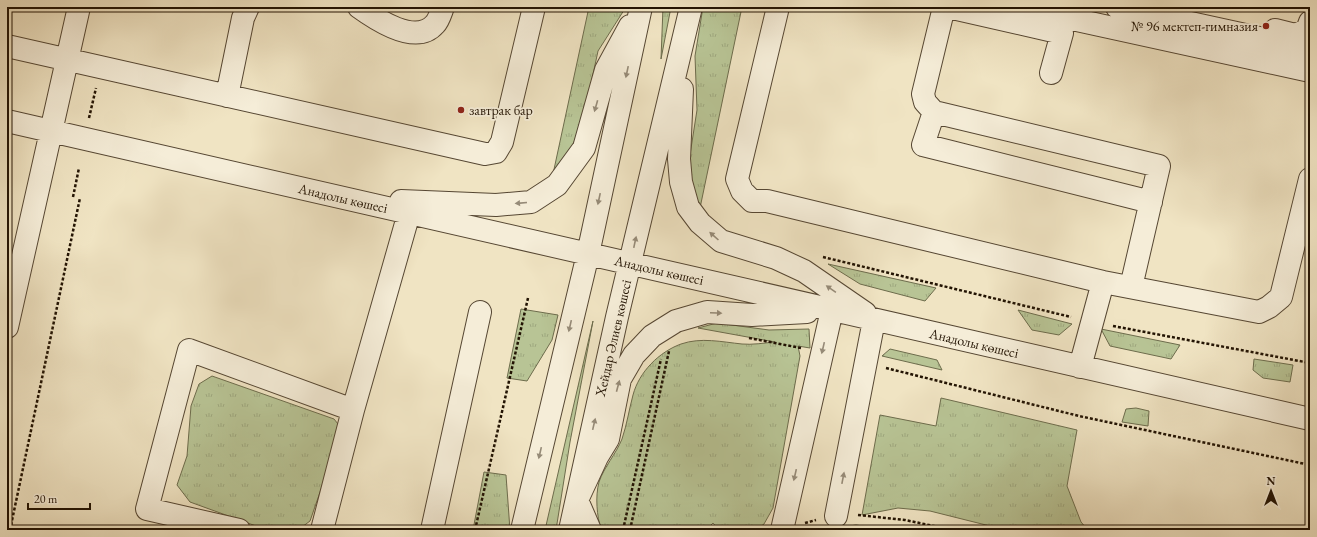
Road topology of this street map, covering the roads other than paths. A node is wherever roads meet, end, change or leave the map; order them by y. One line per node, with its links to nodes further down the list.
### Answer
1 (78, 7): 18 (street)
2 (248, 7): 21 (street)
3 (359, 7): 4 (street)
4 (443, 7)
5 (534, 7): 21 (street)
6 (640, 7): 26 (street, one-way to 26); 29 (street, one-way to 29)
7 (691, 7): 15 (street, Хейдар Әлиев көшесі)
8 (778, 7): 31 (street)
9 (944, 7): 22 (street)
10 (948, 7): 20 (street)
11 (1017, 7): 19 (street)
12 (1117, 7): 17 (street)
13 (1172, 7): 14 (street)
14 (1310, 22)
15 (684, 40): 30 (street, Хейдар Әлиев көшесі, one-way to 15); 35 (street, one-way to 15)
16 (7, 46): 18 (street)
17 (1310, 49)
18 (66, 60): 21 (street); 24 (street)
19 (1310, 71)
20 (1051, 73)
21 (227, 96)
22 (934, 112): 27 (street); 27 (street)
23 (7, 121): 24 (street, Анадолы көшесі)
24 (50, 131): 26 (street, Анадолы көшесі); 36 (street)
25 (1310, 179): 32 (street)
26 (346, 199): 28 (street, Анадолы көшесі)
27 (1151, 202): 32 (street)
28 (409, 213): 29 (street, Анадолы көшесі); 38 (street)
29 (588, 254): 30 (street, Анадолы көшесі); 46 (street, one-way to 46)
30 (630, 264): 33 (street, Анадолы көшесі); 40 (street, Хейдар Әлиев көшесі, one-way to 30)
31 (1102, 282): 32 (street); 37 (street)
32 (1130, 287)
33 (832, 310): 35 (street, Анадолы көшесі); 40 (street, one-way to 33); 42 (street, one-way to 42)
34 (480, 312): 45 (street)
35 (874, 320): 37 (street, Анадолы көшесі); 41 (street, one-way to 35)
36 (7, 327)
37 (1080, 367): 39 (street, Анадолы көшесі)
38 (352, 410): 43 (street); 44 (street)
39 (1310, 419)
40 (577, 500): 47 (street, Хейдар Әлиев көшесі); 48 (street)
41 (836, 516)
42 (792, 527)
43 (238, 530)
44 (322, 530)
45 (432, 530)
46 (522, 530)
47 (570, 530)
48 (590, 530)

What this task involves → Return only the number of lines in the material with the word "Хейдар" in them.

Reply to the task → 4